This is very good news for all of us. If you’re a recent college grad or young professional looking for a job and can’t find one, you’re luckier than you think. The recent great recession, a once in a century event, pushed nearly everyone to think about what’s really important, and that almost never happens unless things really tank. When resources are scarce, we prioritize, get more efficient, become a lot more creative and think deeper about what matters the most. It’s music to my ears that for millennials, authenticity trumps security, status, and money. Truth be told, although I’m a Gen-Xer by age, I’m was a millennial in spirit back in the 80s when today’s millennials were in strollers. 

We know that tens of millions of jobs have vanished and most aren’t coming back. We’re in a new world economy; average is over. If I were a twenty-something, I would probably freak out, then eventually chill out, then gradually warm up to the idea that all the easy, low hanging fruit is gone. It’s much harder to make your way in this economy. This is very good news for your long-term fulfillment. 

At this rare moment in your life time, circumstances are giving you the permission to think about what you really want. If jobs were easier to come by (like they were before the bubble burst), would you take the easy road to the hot, trendy job with a nice income, benefits, BMW, and comfy lifestyle?  Or, would you be one of the 64% of millennials that say screw the money and the shiny new stuff; I’m going to figure out what my real passion is and go for it?  The lure to sell out for security has fizzled, there is no such thing as a secure job. You might as well do what you are. 

For the first time in a long time, maybe since the Great Depression, it’s actually less risky to do something more entrepreneurial than it is to take the tried and safe path. 

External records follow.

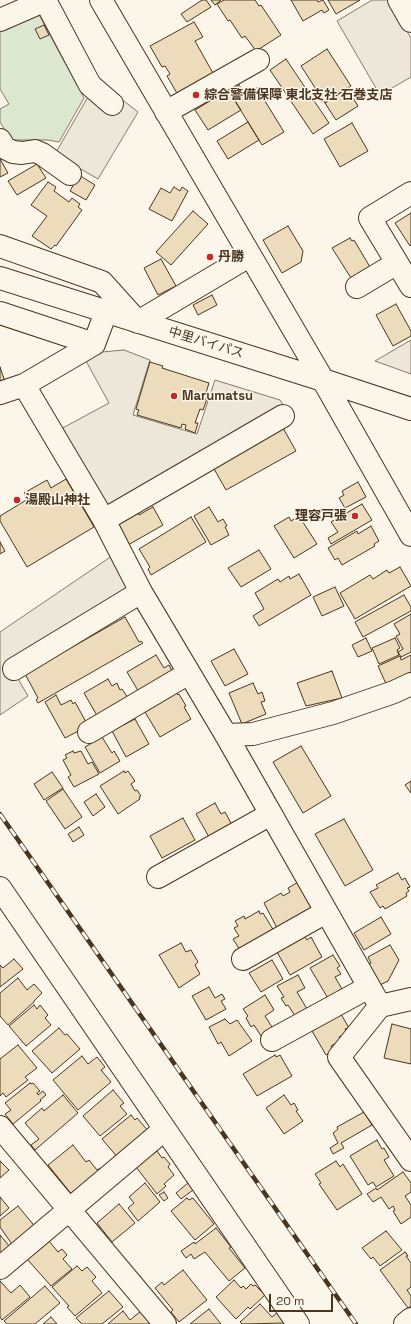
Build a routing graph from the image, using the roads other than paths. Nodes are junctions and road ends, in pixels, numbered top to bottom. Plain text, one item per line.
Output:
1 (46, 0) edge
2 (101, 0) edge
3 (399, 0) edge
4 (0, 20) edge
5 (411, 21) edge
6 (258, 60) dead end
7 (112, 104) dead end
8 (166, 112) junction
9 (0, 140) edge
10 (70, 174) dead end
11 (411, 194) edge
12 (0, 246) edge
13 (249, 256) junction
14 (397, 263) junction
15 (0, 278) edge
16 (411, 286) edge
17 (357, 287) dead end
18 (106, 312) junction
19 (0, 314) edge
20 (138, 322) junction
21 (94, 344) junction
22 (323, 380) junction
23 (24, 385) junction
24 (0, 393) edge
25 (411, 409) edge
26 (282, 416) dead end
27 (104, 520) junction
28 (411, 535) edge
29 (141, 592) junction
30 (14, 669) dead end
31 (189, 673) junction
32 (411, 684) edge
33 (89, 732) dead end
34 (226, 735) junction
35 (271, 814) junction
36 (158, 877) dead end
37 (4, 902) edge
38 (326, 912) junction
39 (243, 959) dead end
40 (369, 986) junction
41 (411, 999) edge
42 (380, 1006) junction
43 (272, 1040) dead end
44 (0, 1127) edge
45 (165, 1129) junction
46 (411, 1160) edge
47 (69, 1210) junction
48 (0, 1268) edge
49 (411, 1319) edge
50 (165, 1324) edge
51 (298, 1324) edge
52 (405, 1324) edge

1 - 4 street
1 - 7 street
2 - 8 street
3 - 5 street
6 - 8 street
8 - 13 street
9 - 10 street
11 - 14 street
12 - 20 street
13 - 20 street
13 - 22 street
14 - 16 street
14 - 17 street
15 - 18 street, 中里バイパス
18 - 20 street, 中里バイパス
18 - 21 street
19 - 21 street
20 - 22 street, 中里バイパス
21 - 23 street
22 - 25 street, 中里バイパス
22 - 28 street
23 - 24 street
23 - 27 street
26 - 27 street
27 - 29 street
29 - 30 street
29 - 31 street
31 - 33 street
31 - 34 street
32 - 34 street
34 - 35 street
35 - 36 street
35 - 38 street
37 - 45 street
38 - 39 street
38 - 40 street
40 - 42 street
40 - 43 street
41 - 42 street
42 - 46 street
44 - 47 street
45 - 47 street
45 - 51 street
47 - 48 street
47 - 50 street
49 - 52 street

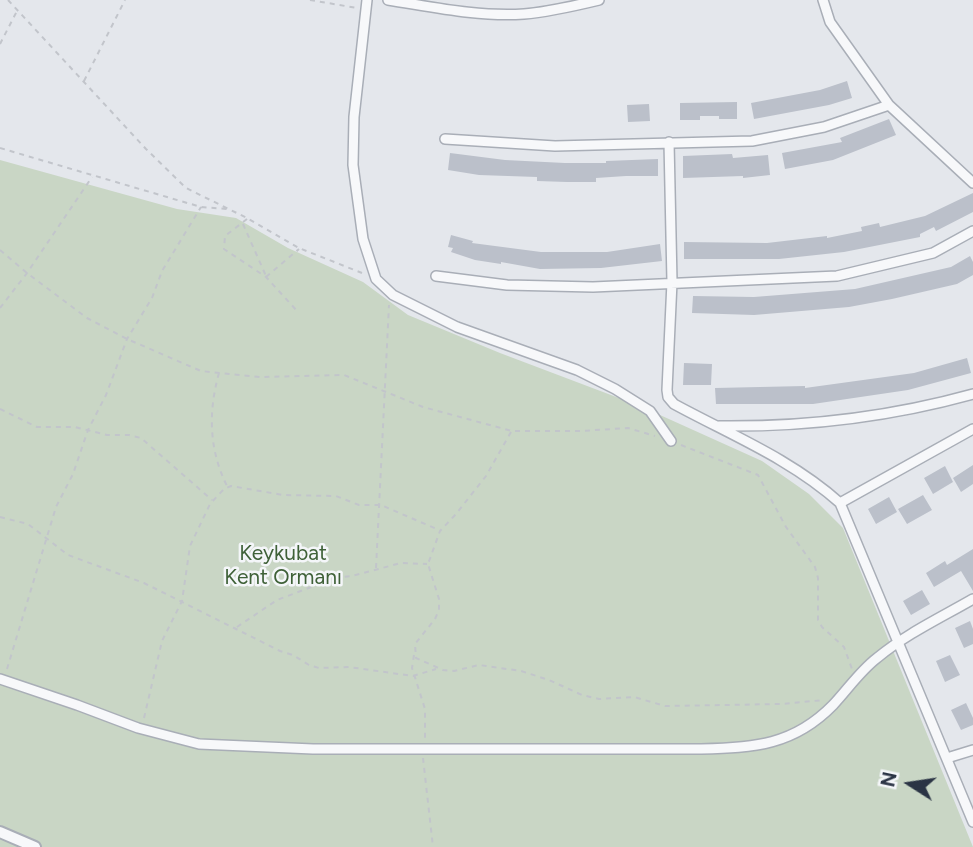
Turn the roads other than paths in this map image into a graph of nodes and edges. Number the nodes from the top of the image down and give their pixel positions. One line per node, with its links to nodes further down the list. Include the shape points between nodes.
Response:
1 (388, 0): 2 (street, via 503,14 545,12)
2 (599, 0)
3 (823, 0): 5 (street, via 830,22)
4 (366, 5): 15 (street, via 353,165 363,239 376,279 391,293 457,327 615,388 650,411)
5 (888, 104): 7 (street, via 835,124 779,137); 8 (street)
6 (445, 139): 7 (street, via 555,146)
7 (669, 142): 11 (street)
8 (973, 183)
9 (973, 231): 11 (street, via 933,253 837,276)
10 (436, 276): 11 (street, via 508,285 593,287)
11 (672, 282): 13 (street, via 667,394 674,404)
12 (973, 394): 13 (street, via 840,420)
13 (714, 426): 16 (street, via 798,470)
14 (973, 429): 16 (street)
15 (671, 441)
16 (840, 503): 18 (street)
17 (973, 599): 18 (street)
18 (899, 641): 19 (street, via 800,732 769,743 701,749 313,749 200,744 142,729); 21 (street)
19 (2, 680)
20 (973, 750): 21 (street)
21 (947, 758): 22 (street)
22 (973, 822)
23 (0, 832): 24 (street)
24 (35, 847)

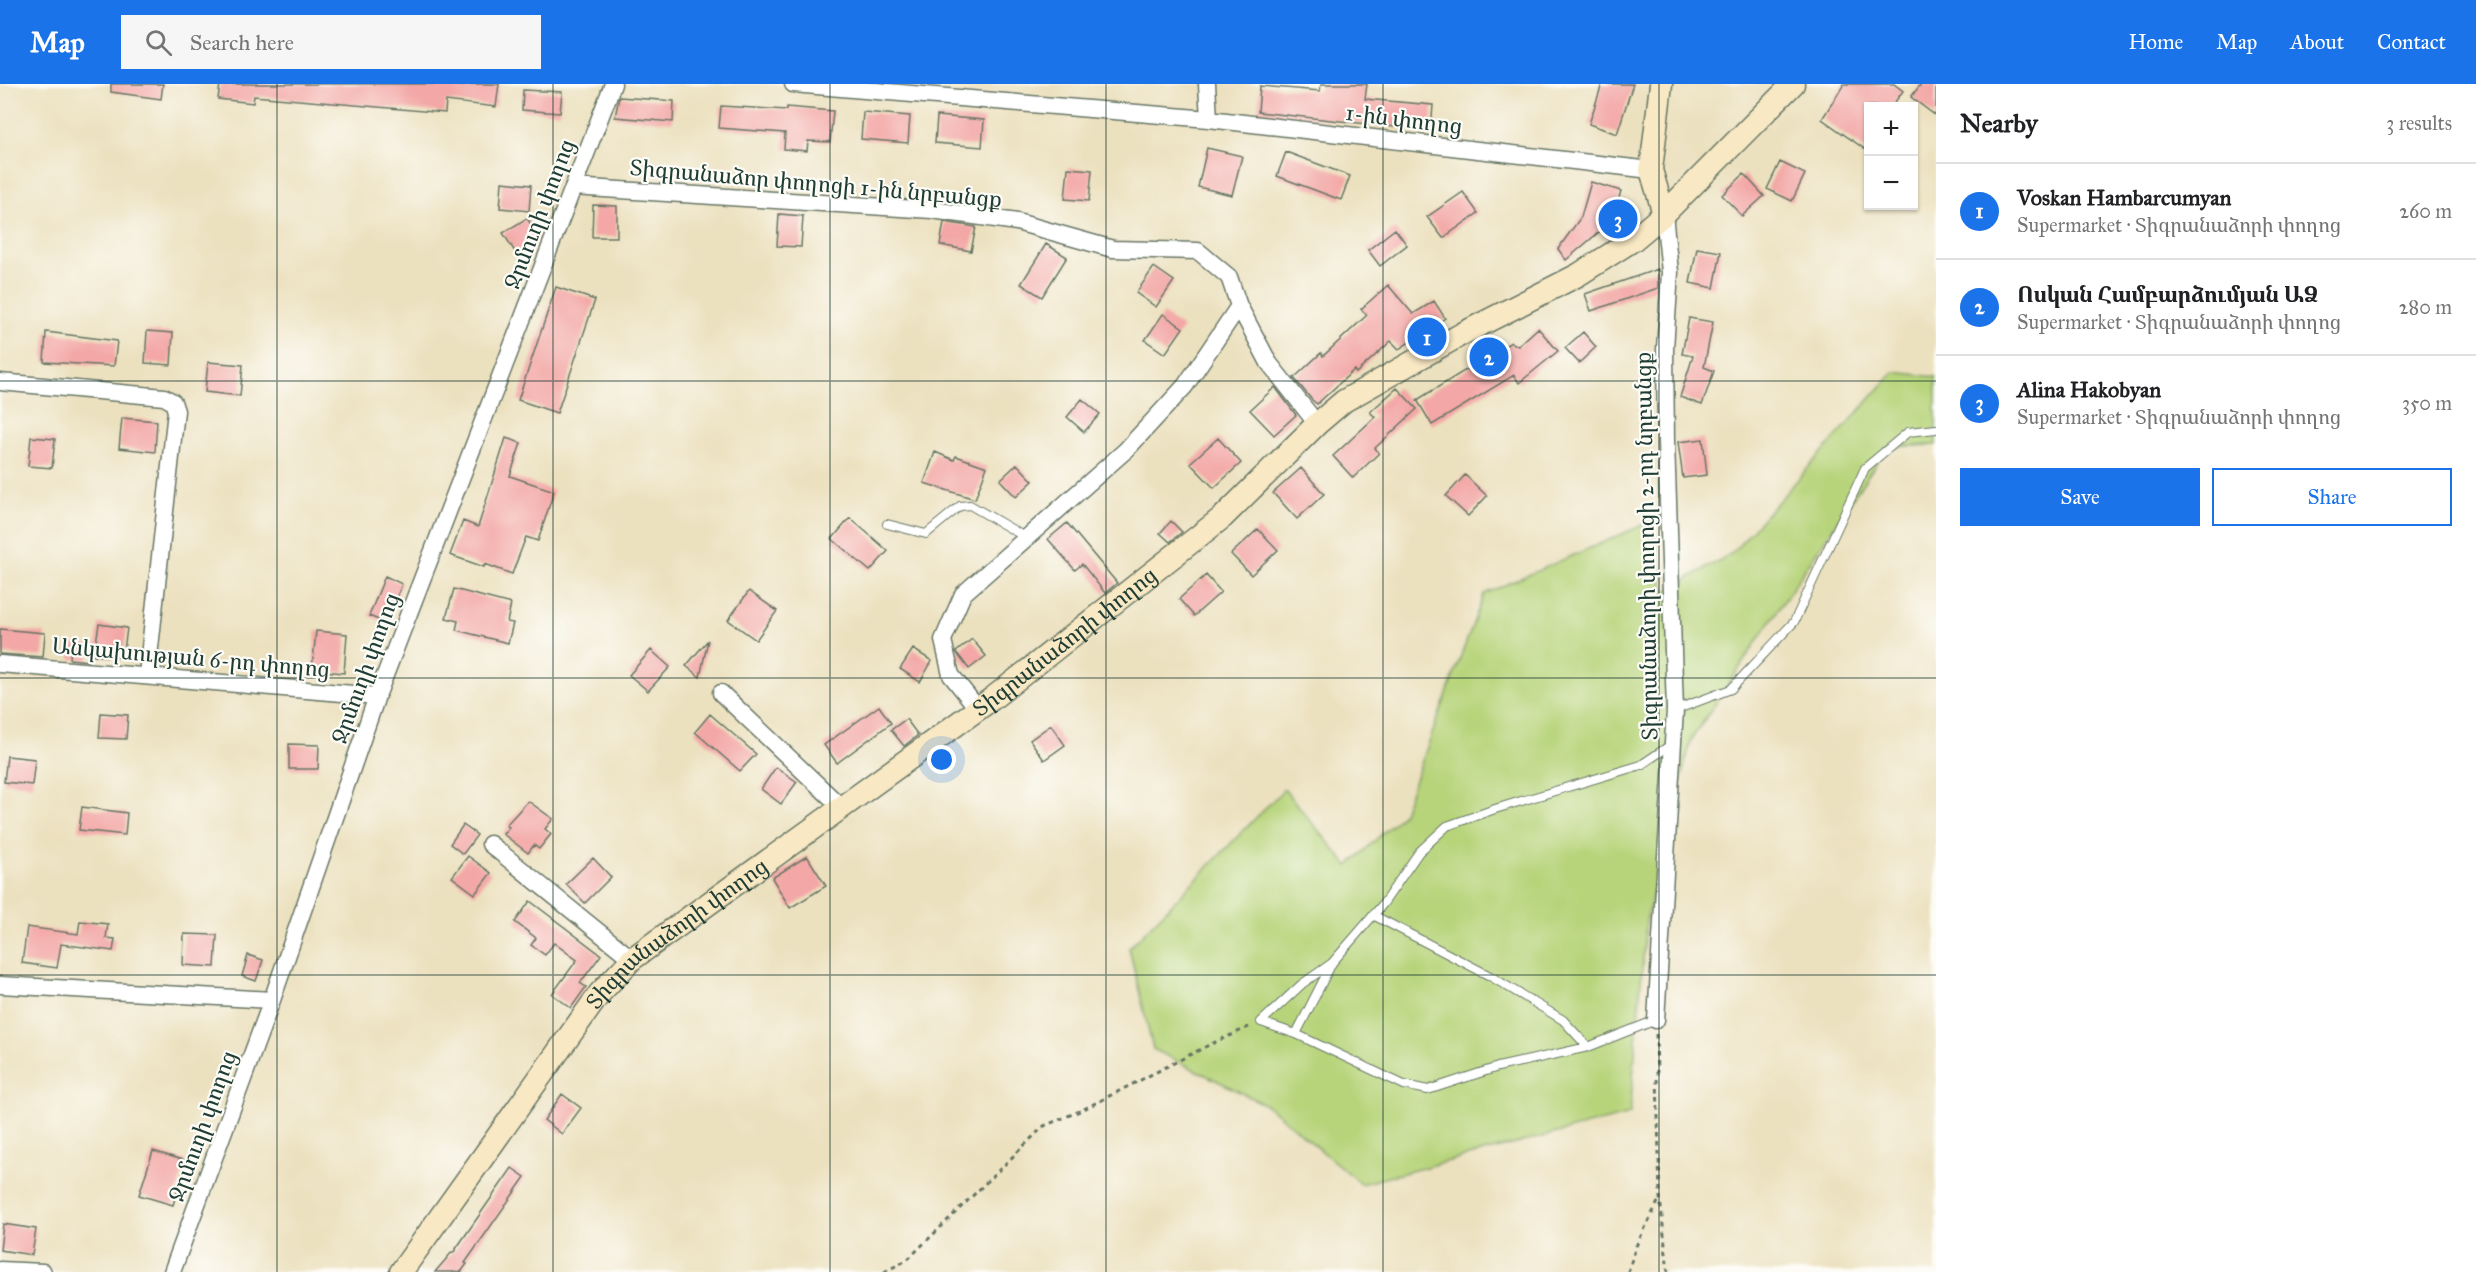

You’ve got nothing to lose, right? Waiting for the jobs to come back is a very risky strategy. Economists say we’re stuck with stagnant unemployment for 20 more years. We have to reinvent our middle class, that’s going to take a generation. So In the meantime, companies are doing more with less people and ever better technologies; they are leaner and much, much pickier about who they hire. If you’re not mastering your natural gifts, on your own time, it’s going to be tough going.

A group of recent college grads who call themselves the Young Entrepreneurs Council have taken this to heart. Rather than searching for a “read-made job” to do somebody else’s grunt work, they are throwing their resumes in the trash can and figuring out what they are best at doing, then creating valuable products and services, all by using their own ingenuity and very low cost business technologies (think websites).  

Even if you’re not up for an entrepreneurial venture, it’s wise to think like one. Entrepreneurs come from a space of creating their future; they don’t like the idea of “finding” a ready-made job-off-the-shelf. Before entrepreneurs invent new ideas, they first reinvent themselves. Your career is just an expression of you. There’s nothing “out there” to find that’s exactly right for you. 

Cool and awesome employers want the real you. Hundreds of CEOs of the best companies gave excellent interviewing tips in the Corner Office column of Business section of the Sunday NY Times. Most seek to hire people who know what their natural strengths are and who have a clear sense of direction and purpose. Credentials matter, but not as much as you think. What matters is that you are being real, authentic, and know what you’re talking about. You can’t fake a genuine interest in your career, you’ve got to be into the subject matter and care problems you want to solve.

How to figure this out and get started? Well, let go of the conventional idea that a career is something to find. Instead, start thinking about what you want your life to be about. It’s a very good time to think like an entrepreneur, at least in spirit. You can custom design your own career path. That’s what it’s going to take to not only get a good job in the short-term, but more importantly, to stay intrinsically motivated over the long-term.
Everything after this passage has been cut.